Você não sabe como gastou, e também não sabe como pagar. Um irônico vai-e-vem que afeta todo mundo. Se você tem uma banheira, os sais de banho terão valido a pena. Se você têm um namorado, a lingerie terá valido a pena. Mas se você não tem nem banheira, e nem namorado, sinto muito. A culpa é toda sua.

Depois de pagar a tal conta, você pode estar vivendo debaixo da ponte. Mas se você tiver uma caneta esferográfica com algum resquício de tinta e alguns guardanapos velhos, sinta-se como se tivesse ganhado na loteria. Escreva sua vida com ironia e finja que não aconteceu com você. Depois mande para uma editora, e fim de papo. Acabou-se. Ninguém fala mais nisso.

Pelo o menos você ganha alguns trocados com os direitos autorais.”

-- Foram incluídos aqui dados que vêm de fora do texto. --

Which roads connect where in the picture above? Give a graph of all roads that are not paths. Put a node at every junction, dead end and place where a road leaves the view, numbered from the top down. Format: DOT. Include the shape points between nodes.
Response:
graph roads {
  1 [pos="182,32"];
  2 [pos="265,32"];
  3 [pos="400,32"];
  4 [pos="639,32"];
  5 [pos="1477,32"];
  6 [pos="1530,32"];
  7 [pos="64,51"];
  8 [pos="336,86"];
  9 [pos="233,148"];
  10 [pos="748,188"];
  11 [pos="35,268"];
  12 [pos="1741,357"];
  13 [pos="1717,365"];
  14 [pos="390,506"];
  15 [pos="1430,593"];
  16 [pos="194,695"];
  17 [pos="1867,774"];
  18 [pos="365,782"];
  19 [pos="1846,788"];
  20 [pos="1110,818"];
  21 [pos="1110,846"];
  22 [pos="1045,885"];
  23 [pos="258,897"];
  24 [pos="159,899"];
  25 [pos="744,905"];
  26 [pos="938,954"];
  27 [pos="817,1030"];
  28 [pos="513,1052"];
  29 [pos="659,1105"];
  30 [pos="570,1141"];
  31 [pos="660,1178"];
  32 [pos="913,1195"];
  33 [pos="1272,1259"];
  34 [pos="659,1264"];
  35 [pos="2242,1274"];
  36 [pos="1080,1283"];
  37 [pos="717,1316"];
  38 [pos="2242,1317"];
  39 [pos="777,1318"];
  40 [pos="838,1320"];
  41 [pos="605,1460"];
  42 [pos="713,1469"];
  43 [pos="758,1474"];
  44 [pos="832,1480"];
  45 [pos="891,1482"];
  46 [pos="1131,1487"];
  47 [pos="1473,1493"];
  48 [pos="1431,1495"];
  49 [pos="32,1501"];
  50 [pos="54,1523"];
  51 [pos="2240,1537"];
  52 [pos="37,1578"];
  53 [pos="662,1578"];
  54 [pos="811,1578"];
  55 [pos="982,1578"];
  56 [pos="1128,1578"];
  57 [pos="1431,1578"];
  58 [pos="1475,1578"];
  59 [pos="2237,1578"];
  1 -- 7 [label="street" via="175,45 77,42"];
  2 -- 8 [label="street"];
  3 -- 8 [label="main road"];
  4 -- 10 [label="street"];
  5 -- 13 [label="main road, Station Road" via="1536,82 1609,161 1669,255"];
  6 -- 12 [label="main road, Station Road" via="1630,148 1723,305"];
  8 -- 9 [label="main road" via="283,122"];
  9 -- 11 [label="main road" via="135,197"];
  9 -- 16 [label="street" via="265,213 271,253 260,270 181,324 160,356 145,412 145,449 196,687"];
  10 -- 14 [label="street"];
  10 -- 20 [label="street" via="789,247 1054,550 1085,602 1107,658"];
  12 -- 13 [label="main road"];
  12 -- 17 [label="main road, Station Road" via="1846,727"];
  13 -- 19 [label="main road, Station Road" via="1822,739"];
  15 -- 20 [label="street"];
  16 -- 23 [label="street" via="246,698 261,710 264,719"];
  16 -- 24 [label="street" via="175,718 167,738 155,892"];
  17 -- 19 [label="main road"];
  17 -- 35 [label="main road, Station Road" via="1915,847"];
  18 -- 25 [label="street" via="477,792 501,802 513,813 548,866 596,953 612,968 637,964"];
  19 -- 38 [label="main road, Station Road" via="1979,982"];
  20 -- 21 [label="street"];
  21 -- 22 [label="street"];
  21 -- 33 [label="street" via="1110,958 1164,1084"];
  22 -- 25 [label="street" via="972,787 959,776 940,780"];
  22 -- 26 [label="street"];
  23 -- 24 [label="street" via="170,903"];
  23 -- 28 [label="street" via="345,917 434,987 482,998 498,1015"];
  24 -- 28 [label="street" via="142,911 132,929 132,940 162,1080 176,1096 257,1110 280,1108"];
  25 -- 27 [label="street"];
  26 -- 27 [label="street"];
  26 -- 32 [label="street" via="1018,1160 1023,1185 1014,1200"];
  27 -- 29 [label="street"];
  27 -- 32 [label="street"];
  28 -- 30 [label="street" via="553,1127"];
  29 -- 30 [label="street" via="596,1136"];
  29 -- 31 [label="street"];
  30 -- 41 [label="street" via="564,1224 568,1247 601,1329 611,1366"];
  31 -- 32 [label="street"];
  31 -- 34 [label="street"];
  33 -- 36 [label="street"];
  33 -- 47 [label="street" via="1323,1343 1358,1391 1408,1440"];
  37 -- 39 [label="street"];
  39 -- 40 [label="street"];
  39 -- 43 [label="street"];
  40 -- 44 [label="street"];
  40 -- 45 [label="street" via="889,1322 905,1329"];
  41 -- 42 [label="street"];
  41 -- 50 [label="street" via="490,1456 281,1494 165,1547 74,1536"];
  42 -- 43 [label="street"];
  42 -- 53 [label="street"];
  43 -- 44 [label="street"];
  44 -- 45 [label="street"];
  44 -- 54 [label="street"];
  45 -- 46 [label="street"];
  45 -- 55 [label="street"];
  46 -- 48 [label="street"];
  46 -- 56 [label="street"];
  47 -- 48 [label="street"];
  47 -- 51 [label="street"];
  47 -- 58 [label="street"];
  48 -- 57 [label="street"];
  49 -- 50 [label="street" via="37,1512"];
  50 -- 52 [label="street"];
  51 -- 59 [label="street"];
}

Reli tudo umas quatro vezes e sorri.

–Está muito bom – disse Harry Potter, girando em sua cadeira. Eu estava de pé, na frente de sua mesa, o observando ler meu artigo e torcendo as mãos apreensiva. Pela janela eu via a escuridão do céu e a claridade ofuscante das luzes nos outros prédios. Minha capa amarela pingava em seu tapete.

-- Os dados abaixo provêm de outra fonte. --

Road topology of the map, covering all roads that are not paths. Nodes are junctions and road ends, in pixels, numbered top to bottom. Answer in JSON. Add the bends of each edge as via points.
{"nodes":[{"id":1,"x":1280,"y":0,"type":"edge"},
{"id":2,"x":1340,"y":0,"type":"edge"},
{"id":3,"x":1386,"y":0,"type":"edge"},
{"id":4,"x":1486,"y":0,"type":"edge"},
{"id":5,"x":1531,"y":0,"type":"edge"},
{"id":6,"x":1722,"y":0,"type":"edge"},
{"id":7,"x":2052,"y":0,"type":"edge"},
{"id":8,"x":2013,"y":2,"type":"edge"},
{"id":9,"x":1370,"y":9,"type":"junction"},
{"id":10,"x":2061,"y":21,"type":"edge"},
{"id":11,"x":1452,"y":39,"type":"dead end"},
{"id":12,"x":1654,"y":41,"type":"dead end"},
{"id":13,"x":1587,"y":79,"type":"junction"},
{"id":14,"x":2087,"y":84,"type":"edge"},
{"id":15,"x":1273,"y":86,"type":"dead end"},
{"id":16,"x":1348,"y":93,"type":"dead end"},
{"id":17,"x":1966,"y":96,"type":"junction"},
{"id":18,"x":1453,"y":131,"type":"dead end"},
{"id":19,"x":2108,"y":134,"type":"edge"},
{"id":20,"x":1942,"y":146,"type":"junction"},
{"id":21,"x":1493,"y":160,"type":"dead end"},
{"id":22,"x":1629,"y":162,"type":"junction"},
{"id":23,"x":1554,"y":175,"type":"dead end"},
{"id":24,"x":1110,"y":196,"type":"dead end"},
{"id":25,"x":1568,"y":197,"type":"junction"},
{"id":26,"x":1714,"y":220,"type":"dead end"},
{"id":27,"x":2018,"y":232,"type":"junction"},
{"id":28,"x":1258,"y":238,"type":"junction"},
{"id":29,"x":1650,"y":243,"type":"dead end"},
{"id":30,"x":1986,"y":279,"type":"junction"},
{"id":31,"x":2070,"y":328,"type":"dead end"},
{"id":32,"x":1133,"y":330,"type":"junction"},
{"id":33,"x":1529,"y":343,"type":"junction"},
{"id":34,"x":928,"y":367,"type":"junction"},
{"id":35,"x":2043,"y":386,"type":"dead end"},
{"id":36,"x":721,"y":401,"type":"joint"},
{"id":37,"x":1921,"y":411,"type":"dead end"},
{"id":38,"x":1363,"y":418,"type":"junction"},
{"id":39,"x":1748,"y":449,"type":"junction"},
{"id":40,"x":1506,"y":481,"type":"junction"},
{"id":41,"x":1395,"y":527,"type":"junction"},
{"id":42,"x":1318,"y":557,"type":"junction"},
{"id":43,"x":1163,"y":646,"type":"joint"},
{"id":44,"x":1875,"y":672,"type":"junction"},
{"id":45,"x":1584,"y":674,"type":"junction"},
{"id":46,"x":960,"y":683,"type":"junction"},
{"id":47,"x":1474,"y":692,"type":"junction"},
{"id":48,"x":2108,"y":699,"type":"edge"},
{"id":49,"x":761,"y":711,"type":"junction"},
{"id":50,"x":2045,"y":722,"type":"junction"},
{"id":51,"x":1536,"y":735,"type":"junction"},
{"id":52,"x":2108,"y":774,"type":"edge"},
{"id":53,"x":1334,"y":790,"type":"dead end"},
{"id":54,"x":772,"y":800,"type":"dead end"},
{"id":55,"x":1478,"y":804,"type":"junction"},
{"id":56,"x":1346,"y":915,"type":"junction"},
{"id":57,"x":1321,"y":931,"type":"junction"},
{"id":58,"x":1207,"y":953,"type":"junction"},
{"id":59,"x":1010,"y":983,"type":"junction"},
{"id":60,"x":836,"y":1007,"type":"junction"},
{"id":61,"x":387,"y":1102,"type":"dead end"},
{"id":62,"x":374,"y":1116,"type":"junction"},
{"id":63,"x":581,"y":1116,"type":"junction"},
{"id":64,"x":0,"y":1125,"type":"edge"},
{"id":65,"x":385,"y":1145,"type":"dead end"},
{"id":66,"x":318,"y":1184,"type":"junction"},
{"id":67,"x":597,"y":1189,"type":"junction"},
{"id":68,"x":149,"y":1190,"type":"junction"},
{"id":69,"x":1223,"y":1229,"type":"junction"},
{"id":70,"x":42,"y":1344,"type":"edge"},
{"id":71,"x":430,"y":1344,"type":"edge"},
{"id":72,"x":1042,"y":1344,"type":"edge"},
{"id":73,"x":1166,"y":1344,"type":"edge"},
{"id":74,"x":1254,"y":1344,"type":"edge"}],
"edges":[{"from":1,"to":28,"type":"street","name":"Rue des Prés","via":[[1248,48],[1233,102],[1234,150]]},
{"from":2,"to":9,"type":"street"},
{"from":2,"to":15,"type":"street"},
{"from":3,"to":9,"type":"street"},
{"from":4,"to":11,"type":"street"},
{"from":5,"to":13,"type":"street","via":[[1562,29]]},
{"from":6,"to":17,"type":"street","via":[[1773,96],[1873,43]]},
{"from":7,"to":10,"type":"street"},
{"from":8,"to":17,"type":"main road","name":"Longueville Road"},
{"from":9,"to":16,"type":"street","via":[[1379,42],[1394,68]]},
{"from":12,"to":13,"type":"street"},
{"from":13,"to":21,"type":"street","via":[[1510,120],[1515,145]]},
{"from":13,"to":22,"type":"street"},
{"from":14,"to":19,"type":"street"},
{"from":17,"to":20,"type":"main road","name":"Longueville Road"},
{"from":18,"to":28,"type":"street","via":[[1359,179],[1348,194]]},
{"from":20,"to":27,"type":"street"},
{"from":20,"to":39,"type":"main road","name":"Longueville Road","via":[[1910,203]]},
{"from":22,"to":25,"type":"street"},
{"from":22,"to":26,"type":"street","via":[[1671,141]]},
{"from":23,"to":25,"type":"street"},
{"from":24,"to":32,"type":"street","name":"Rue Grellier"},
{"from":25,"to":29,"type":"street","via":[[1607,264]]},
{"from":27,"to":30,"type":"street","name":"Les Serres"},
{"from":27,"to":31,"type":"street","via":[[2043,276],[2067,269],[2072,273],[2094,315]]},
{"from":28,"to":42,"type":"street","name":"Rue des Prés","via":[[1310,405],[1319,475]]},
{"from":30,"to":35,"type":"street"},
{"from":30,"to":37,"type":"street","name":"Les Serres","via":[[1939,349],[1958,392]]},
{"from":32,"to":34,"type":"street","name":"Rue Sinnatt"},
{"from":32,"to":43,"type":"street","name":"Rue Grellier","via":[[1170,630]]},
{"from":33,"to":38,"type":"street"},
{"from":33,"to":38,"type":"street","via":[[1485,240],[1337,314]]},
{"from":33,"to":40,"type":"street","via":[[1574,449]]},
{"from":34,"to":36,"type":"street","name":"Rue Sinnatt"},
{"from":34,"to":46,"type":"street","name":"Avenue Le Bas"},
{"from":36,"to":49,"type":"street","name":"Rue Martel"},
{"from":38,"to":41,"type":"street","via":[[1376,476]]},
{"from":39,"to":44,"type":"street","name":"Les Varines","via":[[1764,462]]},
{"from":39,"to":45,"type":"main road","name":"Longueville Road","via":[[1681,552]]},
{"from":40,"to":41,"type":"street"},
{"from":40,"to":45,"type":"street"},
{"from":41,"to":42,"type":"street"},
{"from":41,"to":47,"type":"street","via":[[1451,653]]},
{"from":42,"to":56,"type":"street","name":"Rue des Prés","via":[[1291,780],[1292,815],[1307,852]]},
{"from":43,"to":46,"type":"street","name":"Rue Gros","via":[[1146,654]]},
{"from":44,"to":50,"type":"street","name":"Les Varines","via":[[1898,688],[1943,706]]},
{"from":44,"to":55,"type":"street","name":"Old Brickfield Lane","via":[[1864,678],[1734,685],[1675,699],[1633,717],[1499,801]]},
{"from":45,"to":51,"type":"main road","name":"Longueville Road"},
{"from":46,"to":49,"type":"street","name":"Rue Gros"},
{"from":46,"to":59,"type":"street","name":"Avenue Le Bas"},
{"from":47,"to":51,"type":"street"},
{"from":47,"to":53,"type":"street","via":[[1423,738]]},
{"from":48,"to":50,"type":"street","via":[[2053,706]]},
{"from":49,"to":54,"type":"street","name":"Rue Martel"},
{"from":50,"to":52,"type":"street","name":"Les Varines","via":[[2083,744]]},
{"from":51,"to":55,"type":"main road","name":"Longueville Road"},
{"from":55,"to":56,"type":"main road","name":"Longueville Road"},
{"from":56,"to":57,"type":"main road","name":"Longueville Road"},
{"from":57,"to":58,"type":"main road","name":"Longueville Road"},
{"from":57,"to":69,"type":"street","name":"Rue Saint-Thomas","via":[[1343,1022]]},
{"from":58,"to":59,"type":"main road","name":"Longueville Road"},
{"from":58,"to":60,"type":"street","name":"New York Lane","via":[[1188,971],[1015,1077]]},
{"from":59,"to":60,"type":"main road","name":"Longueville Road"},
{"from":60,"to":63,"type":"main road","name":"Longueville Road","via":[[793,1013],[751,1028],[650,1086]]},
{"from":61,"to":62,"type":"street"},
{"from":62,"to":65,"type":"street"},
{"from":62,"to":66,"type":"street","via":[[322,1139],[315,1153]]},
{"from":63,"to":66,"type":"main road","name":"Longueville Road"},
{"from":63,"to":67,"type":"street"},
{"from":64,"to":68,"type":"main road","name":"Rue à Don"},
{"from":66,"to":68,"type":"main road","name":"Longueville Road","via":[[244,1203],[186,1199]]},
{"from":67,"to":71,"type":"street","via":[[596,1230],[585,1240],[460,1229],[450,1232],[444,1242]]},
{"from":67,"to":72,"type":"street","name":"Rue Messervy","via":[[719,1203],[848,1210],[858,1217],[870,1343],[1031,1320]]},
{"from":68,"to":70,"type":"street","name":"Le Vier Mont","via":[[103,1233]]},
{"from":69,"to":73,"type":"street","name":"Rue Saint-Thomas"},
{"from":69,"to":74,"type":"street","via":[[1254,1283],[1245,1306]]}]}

–Você achou? - suspirei, aliviada.

–Adorei o modo que você comparou contas de cartão de crédito com a bota que você não precisava – disse ele, colocando a folha na mesa e erguendo os olhos para mim – É definitivamente um modo diferente de encarar as próprias finanças.

–Queria escrever algo que as pessoas ignorantes sobre o assunto pudessem entender alguma coisa – falei. Pessoas ignorantes tipo eu.

–E conseguiu. Era exatamente disso que a Successful Savings precisava – ele deu um meio sorriso – Você está dentro.

Meu queixo caiu.

–Quê? - murmurei – Sério? Sério mesmo?

–Absolutamente – ele pareceu rir da minha perplexidade – Como você gostaria que esse texto fosse assinado? Por Ginevra Weasley?

–Ah, não – falei, balançando a cabeça – Eu não quero ser muito relacionada a essa revista.

Ele ergueu as sobrancelhas.

–Porque, quero dizer... - continuei, meu sangue gelando de pavor – Eu pensei em algo mais, sei lá... Misterioso. Que tal só Ginny?

–É uma boa ideia – disse Harry – Além de entender o artigo as pessoas gastarão tempo ponderando sobre quem seria a escritora misteriosa. Uma boa jogada. - ele olhou no relógio, e foi se levantando – Tenho que ir. Eu te ofereceria uma carona, mas tenho que encontrar uns amigos, então...

–Ah, não, não se preocupe – falei rapidamente, arrumando minha capa no pescoço – Eu vou a pé, moro à algumas quadras daqui. - ficamos nos encarando por alguns segundos constrangedores – Bem, eu vou indo.

–É, acho melhor – disse ele – Até amanhã.

–Tenha uma boa noite, chefe – respondi, sorrindo. Mas não pude ver sua reação, porque já estava bem longe dali.

Conseguira um emprego com o cara gato que me pagara um café e vira meu sutiã de oncinha. E ele gostou do meu artigo escrito com uma caneta engordurada e com folha barata. De repente o sanduíche de bacon parece ter valido a pena.

–Mione, você não vai acreditar – falei, entrando no apartamento e fechando a porta atrás de mim – Acho que encontrei o amor da minha vida. Ele...

Cheguei na sala, e logo percebi que Hermione não estava sozinha. Se ela estivesse se agarrando com Rony no meio do sofá seria menos estranho. Mas Rony estava servindo o convidado de refrigerante.

Vou voltar a pensar que hoje não é meu dia.

Senhoras e senhores, Harry Potter está comendo pizza na minha sala.